The incident is a setback for the aggressive U.S.-China military exchange program being promoted by Adm. Fallon, who has made several visits to China in recent months in an attempt to develop closer ties.

However, critics of the program in the Pentagon say China has not reciprocated and continues to deny U.S. military visitors access to key facilities, including a Beijing command center. In contrast, Chinese military visitors have been invited to military exercises and sensitive U.S. facilities.

Additionally, military intelligence officials said Adm. Fallon has restricted U.S. intelligence-gathering activities against China, fearing that disclosure of the activities would upset relations with Beijing.

The restrictions are hindering efforts to know more about China's military buildup, the officials said.

"This is a harbinger of a stronger Chinese reaction to America's military presence in East Asia," said Richard Fisher, a Chinese military specialist with the International Assessment and Strategy Center, who called the submarine incident alarming.

"Given the long range of new Chinese sub-launched anti-ship missiles and those purchased from Russia, this incident is very serious," he said. "It will likely happen again, only because Chinese submarine captains of 40 to 50 new modern submarines entering their navy will want to test their mettle against the 7th Fleet."

Pentagon intelligence officials say China's military buildup in recent years has produced large numbers of submarines and surface ships, seeking to control larger portions of international waters in Asia, a move U.S. officials fear could restrict the flow of oil from the Middle East to Asia in the future.

Between 2002 and last year, China built 14 new submarines, including new Song-class vessels and several other types, both diesel- and nuclear-powered.

Since 1996, when the United States dispatched two aircraft carrier battle groups to waters near Taiwan in a show of force, Beijing also has bought and built weapons designed specifically to attack U.S. aircraft carriers and other warships.
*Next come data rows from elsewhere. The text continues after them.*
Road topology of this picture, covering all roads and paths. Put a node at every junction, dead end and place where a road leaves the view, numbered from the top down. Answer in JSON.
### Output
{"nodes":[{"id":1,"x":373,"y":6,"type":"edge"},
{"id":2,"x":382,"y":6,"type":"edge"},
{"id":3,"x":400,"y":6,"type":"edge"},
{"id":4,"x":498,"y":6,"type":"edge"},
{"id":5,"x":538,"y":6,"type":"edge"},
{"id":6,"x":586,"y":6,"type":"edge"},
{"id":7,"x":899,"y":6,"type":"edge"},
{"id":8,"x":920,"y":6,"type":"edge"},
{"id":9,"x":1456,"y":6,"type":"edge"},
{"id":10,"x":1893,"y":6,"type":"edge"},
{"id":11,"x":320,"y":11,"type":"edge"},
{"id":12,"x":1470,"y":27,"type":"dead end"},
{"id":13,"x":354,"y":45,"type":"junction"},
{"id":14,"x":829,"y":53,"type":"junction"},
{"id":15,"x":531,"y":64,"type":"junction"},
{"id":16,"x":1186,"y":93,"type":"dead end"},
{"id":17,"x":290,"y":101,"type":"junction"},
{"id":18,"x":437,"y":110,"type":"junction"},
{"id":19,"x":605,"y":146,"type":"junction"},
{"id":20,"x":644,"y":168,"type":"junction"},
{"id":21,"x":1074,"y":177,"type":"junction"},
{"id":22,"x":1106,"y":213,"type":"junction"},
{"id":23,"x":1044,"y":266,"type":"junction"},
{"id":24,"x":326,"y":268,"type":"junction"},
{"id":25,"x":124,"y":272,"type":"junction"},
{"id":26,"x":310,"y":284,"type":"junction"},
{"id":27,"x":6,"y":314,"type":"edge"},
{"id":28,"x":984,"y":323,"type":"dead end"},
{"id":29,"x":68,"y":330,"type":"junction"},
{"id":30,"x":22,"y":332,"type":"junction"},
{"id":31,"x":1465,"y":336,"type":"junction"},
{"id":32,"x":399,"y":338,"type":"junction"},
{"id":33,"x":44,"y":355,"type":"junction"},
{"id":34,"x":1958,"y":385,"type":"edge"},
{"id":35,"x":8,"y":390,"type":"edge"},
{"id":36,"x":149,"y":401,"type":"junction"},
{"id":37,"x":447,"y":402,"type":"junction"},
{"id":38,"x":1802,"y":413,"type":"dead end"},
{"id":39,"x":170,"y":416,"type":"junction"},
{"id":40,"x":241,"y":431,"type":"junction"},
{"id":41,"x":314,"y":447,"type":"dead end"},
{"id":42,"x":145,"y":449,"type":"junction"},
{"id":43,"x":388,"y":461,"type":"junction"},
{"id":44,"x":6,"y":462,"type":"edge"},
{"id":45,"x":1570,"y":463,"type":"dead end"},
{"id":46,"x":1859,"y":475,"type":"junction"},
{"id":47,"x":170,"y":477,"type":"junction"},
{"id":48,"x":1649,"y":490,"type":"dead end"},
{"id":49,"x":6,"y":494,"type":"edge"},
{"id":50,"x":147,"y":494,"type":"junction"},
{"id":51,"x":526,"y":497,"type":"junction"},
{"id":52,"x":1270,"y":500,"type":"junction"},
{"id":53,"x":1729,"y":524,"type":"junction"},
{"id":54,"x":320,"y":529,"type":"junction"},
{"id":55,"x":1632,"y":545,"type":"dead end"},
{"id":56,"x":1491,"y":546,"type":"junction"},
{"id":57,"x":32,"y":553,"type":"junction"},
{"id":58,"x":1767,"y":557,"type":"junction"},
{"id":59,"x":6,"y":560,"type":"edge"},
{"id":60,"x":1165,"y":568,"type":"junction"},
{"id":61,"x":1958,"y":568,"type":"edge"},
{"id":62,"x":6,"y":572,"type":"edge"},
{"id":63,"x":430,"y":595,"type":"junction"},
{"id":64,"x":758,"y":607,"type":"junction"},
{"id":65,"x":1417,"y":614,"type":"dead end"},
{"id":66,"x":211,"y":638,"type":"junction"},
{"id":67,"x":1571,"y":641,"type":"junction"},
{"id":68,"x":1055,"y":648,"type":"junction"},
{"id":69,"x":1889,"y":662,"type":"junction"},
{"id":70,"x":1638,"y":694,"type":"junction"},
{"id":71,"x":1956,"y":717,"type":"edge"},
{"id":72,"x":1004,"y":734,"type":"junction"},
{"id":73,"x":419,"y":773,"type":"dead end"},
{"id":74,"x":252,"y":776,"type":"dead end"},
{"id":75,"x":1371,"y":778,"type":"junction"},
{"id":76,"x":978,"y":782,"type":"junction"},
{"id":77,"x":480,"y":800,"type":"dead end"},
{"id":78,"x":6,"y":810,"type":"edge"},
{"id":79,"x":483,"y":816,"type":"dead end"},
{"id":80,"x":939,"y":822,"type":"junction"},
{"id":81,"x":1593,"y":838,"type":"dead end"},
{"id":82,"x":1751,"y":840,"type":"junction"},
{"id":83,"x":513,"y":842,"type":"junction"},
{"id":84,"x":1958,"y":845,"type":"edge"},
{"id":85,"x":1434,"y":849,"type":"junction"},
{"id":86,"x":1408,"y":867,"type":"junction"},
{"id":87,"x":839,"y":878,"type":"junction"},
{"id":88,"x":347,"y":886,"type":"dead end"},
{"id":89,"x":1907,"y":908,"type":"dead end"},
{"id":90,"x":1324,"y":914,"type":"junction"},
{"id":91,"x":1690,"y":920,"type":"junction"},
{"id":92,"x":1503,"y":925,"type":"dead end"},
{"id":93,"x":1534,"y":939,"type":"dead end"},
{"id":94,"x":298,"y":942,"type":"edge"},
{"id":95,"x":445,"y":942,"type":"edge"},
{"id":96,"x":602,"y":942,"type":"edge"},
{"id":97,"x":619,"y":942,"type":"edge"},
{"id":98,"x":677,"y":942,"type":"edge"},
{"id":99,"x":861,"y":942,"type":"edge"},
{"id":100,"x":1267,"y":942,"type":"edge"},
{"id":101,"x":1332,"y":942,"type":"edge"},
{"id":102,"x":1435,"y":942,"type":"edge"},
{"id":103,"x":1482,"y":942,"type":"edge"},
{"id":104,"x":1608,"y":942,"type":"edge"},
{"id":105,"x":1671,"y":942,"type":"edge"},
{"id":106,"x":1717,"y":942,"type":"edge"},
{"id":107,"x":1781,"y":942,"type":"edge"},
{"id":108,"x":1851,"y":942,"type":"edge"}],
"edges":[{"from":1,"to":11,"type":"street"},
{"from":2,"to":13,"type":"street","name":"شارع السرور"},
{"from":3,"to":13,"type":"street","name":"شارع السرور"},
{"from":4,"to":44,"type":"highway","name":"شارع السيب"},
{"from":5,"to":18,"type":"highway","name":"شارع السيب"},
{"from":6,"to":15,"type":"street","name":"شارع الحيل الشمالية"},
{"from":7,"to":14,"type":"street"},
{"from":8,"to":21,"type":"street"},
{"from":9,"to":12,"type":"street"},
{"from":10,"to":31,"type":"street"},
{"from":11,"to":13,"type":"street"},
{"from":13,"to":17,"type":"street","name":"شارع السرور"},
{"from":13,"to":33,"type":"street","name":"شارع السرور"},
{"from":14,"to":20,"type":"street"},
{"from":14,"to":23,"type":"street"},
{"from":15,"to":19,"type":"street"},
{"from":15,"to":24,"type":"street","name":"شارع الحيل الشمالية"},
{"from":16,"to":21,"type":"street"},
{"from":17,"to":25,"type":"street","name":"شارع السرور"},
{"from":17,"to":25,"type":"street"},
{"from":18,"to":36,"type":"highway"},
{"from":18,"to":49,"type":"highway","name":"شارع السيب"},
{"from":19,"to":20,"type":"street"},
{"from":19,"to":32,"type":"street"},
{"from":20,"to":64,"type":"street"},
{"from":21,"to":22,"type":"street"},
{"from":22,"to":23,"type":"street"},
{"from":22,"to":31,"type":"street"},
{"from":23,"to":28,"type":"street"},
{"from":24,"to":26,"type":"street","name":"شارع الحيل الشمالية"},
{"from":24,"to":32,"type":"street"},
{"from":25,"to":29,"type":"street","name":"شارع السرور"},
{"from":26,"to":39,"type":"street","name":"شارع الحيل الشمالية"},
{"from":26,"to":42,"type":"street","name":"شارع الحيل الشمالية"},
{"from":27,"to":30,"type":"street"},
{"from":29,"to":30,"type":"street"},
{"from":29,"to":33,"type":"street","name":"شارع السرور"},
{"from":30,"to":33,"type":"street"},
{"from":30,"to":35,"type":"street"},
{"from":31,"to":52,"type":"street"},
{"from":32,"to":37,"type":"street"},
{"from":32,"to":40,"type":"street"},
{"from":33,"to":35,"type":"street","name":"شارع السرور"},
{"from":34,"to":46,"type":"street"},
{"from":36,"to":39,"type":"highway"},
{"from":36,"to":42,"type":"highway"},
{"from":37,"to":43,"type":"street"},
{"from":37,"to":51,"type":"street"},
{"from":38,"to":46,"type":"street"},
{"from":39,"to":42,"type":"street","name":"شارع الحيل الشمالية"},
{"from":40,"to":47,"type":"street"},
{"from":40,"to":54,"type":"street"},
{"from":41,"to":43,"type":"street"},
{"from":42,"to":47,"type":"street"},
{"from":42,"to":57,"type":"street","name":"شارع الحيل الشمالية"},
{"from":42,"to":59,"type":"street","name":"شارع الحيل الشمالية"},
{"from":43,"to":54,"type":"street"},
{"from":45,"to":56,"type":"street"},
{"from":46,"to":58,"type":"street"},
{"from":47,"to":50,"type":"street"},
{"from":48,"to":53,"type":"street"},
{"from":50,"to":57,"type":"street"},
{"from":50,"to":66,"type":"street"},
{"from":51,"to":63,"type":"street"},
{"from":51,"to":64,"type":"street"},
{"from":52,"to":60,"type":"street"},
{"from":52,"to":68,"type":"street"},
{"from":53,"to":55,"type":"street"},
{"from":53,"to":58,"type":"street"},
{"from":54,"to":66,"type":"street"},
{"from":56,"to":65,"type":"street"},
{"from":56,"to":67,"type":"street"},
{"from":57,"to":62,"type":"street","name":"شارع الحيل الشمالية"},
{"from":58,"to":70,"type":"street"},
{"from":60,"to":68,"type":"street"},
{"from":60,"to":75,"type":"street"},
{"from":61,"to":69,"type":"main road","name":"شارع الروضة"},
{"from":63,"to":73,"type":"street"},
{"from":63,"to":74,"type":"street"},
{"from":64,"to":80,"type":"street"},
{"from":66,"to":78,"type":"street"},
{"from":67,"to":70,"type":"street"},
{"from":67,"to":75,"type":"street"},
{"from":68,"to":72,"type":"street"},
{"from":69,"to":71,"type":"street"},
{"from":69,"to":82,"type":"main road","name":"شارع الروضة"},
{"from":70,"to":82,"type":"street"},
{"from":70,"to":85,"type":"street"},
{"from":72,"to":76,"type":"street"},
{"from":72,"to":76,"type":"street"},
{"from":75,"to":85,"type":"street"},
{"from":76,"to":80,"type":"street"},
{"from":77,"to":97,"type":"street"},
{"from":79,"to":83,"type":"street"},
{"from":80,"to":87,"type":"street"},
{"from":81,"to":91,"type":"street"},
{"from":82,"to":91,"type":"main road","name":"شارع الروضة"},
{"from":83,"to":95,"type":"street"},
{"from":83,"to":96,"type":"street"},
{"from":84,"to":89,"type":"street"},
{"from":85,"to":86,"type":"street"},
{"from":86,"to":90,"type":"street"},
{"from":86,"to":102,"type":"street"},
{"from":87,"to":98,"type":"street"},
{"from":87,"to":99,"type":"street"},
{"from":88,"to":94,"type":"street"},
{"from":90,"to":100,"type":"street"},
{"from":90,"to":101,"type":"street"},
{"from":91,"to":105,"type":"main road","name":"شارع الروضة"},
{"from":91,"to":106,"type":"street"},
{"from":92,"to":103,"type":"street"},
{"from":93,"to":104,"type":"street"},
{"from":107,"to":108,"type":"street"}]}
"The Chinese have made it clear that they understand the importance of the submarine in any kind of offensive or defensive strategy to deal with a military conflict," an intelligence official said recently.

In late 2004, China dispatched a Han-class submarine to waters near Guam, Taiwan and Japan. Japan's military went on emergency alert after the submarine surfaced in Japanese waters. Beijing apologized for the incursion.
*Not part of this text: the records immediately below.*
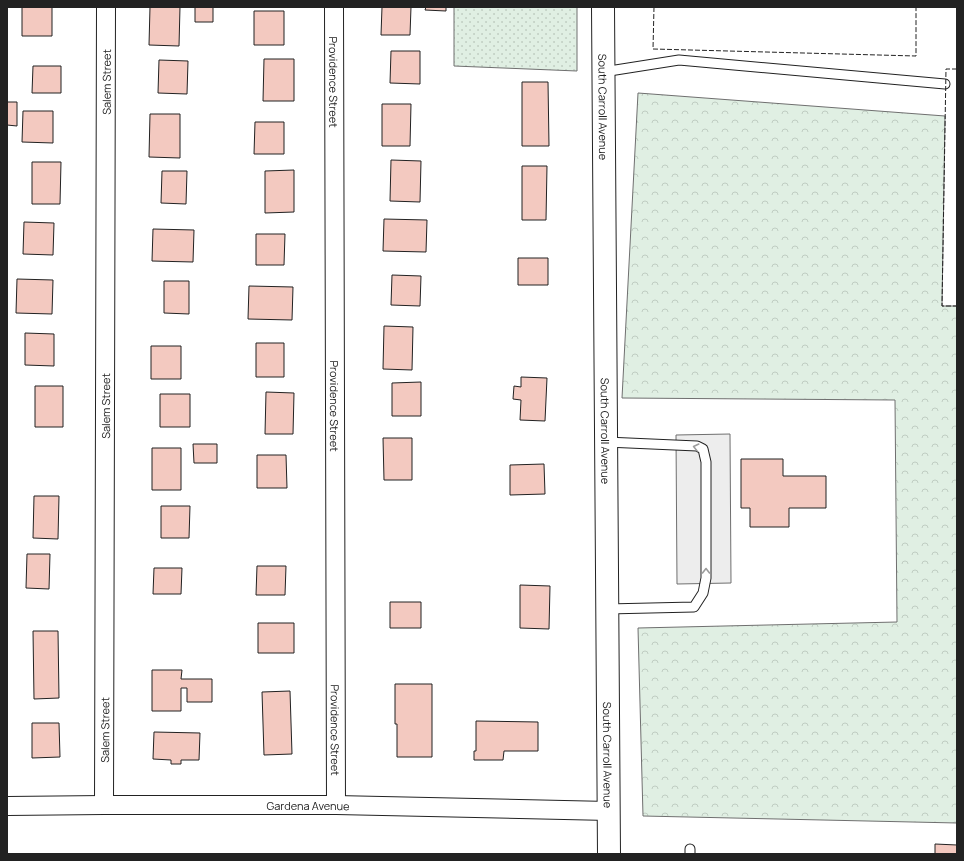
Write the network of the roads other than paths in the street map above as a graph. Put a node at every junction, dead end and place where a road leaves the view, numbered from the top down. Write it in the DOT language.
graph roads {
  1 [pos="106,7"];
  2 [pos="334,7"];
  3 [pos="602,7"];
  4 [pos="603,72"];
  5 [pos="946,84"];
  6 [pos="606,442"];
  7 [pos="607,609"];
  8 [pos="104,805"];
  9 [pos="336,805"];
  10 [pos="7,806"];
  11 [pos="609,811"];
  12 [pos="609,854"];
  1 -- 8 [label="street, Salem Street"];
  2 -- 9 [label="street, Providence Street"];
  3 -- 4 [label="street, South Carroll Avenue"];
  4 -- 5 [label="lane"];
  4 -- 6 [label="street, South Carroll Avenue"];
  6 -- 7 [label="street, South Carroll Avenue"];
  7 -- 6 [label="lane, one-way"];
  7 -- 11 [label="street, South Carroll Avenue"];
  8 -- 9 [label="street, Gardena Avenue"];
  8 -- 10 [label="street, Gardena Avenue"];
  9 -- 11 [label="street, Gardena Avenue"];
  11 -- 12 [label="street, South Carroll Avenue"];
}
The Pentagon's latest annual report on Chinese military power stated that China is investing heavily in weapons designed "to interdict, at long ranges, aircraft carrier and expeditionary strike groups that might deploy to the western Pacific."

It could not be learned whether the U.S. government lodged a protest with China's government over the incident or otherwise raised the matter in official channels.